These are the key concepts you need to understand to accurately answer the question.

Simplest Radical Form
Simplifying a radical to its simplest form involves breaking down a number within a square root to its basic components. It means expressing the radical without any perfect squares left beneath the radical sign. For example,
  • The radical \(\sqrt{45}\) can be simplified by factoring 45 into \(3^2 \cdot 5\).
  • Since \(3^2\) forms a perfect square, it can be taken out of the radical, simplifying it to \(3\sqrt{5}\).
Simplifying radicals helps in reducing the expression to its base form, making further calculations easier.
Prime Factorization
Prime factorization breaks down a number into its basic prime number components. This process is key in simplifying radicals. Every number can be expressed as a product of prime numbers, and this is particularly useful when simplifying square roots.
  • For \(\sqrt{45}\), we express 45 as \(3^2\cdot 5\).This gives us the perfect square \(3^2\).
  • Similarly, \(\sqrt{20}\) can be expressed using prime factors as \(2^2\cdot 5\).

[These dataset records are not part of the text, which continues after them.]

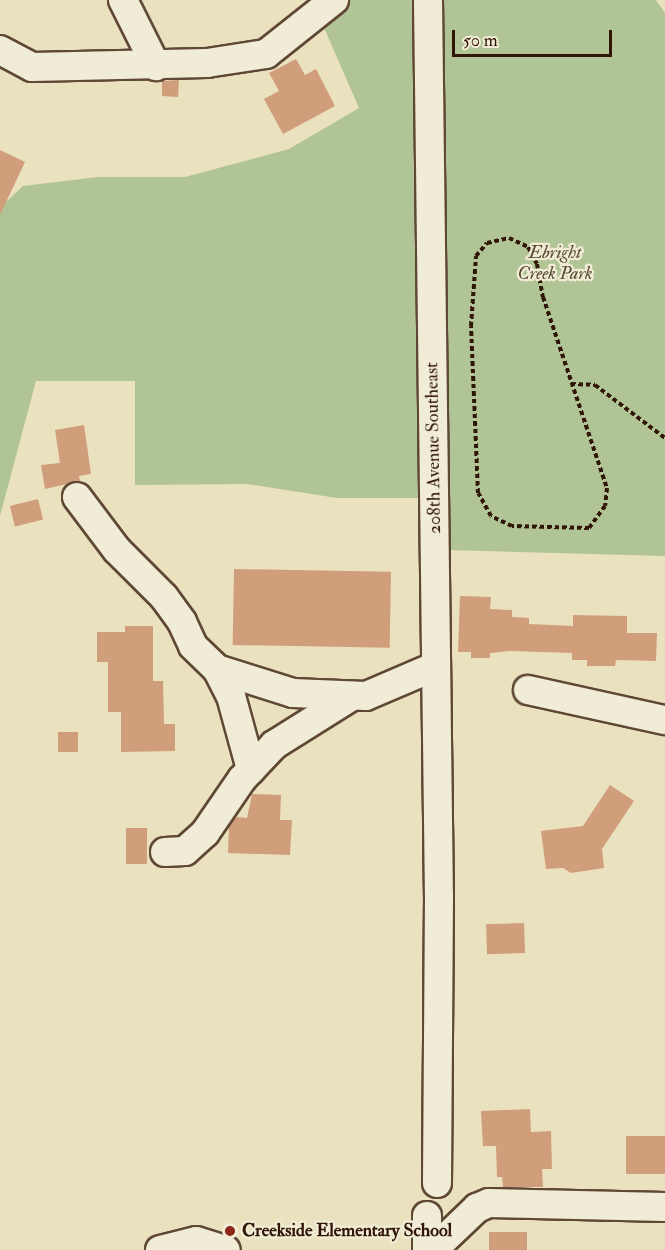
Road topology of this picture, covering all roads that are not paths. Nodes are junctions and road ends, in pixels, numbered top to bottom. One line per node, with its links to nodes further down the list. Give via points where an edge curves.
1 (123, 0): 5 (street)
2 (334, 0): 5 (street, via 266,54)
3 (428, 0): 7 (street, 208th Avenue Southeast)
4 (2, 57): 5 (street, via 32,67)
5 (156, 66)
6 (77, 496): 8 (street, via 117,550 164,597 193,646)
7 (436, 666): 10 (street, via 366,696); 14 (street, 208th Avenue Southeast)
8 (217, 669): 10 (street, via 293,693); 12 (street, via 231,696)
9 (528, 690): 11 (street)
10 (352, 696): 12 (street, via 274,745)
11 (665, 720)
12 (251, 769): 13 (street, via 205,833 185,851)
13 (165, 852)
14 (437, 1183)
15 (665, 1207): 20 (street, via 489,1203 477,1208)
16 (427, 1216): 19 (street)
17 (160, 1250): 18 (street, via 196,1241)
18 (226, 1250)
19 (427, 1250)
20 (433, 1250)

The perfect squares \(3^2\) and \(2^2\) can then be extracted from the square root, simplifying the expression to \(3\sqrt{5}\) and \(2\sqrt{5}\) respectively, making complex expressions more manageable.
Simplifying Expressions
After simplifying the radicals within, the final step is to simplify the entire expression. This involves substituting the simplified radicals back into the original expression and reducing any like terms.
  • In our example, we substitute back \(3\sqrt{5}\) for \(\sqrt{45}\) and \(2\sqrt{5}\) for \(\sqrt{20}\):
  • The expression becomes \(\frac{4 \cdot 3\sqrt{5}}{-6 \cdot 2\sqrt{5}}\), which simplifies to \(\frac{12\sqrt{5}}{-12\sqrt{5}}\).
  • Observing that \(\sqrt{5}\) terms cancel out, we simplify the expression to \(\frac{12}{-12} = -1\).
Simplifying the entire expression not only reduces the number of components, but also helps in clarifying the solution. Ultimately, the solution becomes straightforward and easier to understand, as in this case where everything simplified to \(-1\).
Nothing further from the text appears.